[Stored records]

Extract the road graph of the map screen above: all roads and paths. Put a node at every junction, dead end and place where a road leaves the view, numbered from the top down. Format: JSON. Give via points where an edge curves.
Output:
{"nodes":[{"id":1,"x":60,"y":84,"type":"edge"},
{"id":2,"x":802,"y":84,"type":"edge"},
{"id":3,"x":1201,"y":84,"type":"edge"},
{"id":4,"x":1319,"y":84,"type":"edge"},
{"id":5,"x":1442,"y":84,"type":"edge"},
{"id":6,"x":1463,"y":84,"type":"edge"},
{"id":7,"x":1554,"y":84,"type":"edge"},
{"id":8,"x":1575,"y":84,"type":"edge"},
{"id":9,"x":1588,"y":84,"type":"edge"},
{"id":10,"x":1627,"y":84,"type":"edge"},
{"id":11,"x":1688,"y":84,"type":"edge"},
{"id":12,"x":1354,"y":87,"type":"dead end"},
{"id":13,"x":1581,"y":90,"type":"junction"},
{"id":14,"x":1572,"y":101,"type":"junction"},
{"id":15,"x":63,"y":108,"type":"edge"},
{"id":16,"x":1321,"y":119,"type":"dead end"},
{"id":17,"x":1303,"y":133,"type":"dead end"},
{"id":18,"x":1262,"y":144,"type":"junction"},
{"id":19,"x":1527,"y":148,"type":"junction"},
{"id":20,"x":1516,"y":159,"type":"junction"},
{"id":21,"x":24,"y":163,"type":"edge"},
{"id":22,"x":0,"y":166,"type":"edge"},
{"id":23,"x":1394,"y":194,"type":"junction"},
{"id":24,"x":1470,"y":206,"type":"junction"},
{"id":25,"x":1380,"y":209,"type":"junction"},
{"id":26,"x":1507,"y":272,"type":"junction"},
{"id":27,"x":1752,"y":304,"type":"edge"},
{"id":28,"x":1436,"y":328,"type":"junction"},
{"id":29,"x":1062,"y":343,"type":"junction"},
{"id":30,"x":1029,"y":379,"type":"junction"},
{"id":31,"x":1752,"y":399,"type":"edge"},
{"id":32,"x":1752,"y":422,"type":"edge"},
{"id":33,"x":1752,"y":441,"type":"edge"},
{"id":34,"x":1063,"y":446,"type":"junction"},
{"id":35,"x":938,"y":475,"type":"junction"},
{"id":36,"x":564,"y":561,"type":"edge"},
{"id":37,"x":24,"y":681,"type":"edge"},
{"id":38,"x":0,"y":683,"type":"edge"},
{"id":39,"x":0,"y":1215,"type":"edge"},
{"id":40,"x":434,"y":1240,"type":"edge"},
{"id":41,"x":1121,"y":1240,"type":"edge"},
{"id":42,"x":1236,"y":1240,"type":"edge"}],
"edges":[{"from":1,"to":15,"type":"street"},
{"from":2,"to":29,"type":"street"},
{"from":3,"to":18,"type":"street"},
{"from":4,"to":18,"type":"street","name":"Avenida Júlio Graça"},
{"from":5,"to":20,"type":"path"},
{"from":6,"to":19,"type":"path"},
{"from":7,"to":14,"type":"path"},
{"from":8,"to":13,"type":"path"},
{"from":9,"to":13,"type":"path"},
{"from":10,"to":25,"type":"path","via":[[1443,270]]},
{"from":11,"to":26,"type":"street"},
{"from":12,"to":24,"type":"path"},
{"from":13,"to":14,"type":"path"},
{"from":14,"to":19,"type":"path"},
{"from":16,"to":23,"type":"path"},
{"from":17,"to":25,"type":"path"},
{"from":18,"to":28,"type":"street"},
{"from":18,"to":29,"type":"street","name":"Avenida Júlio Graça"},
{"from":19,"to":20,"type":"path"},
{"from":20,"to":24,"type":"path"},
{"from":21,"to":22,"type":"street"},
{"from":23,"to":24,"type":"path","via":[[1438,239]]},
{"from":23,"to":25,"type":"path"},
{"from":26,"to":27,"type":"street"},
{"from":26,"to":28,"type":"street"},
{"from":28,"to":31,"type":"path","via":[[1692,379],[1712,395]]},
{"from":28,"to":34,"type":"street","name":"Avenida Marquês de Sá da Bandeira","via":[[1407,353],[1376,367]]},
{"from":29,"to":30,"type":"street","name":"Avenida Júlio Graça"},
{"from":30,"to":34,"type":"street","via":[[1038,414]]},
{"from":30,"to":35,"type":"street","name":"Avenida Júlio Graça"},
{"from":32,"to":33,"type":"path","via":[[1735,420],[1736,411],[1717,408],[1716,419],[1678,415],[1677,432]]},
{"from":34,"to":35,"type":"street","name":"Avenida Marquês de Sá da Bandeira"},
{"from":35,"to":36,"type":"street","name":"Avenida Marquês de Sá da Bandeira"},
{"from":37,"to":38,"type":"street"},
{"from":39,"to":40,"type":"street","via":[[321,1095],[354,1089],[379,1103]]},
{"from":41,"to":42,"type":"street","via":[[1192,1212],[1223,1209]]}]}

WHAT IS NEEDED: Your answer should be all lines from the data that contain "Júlio".

ANSWER SPACE:
{"from":4,"to":18,"type":"street","name":"Avenida Júlio Graça"},
{"from":18,"to":29,"type":"street","name":"Avenida Júlio Graça"},
{"from":29,"to":30,"type":"street","name":"Avenida Júlio Graça"},
{"from":30,"to":35,"type":"street","name":"Avenida Júlio Graça"},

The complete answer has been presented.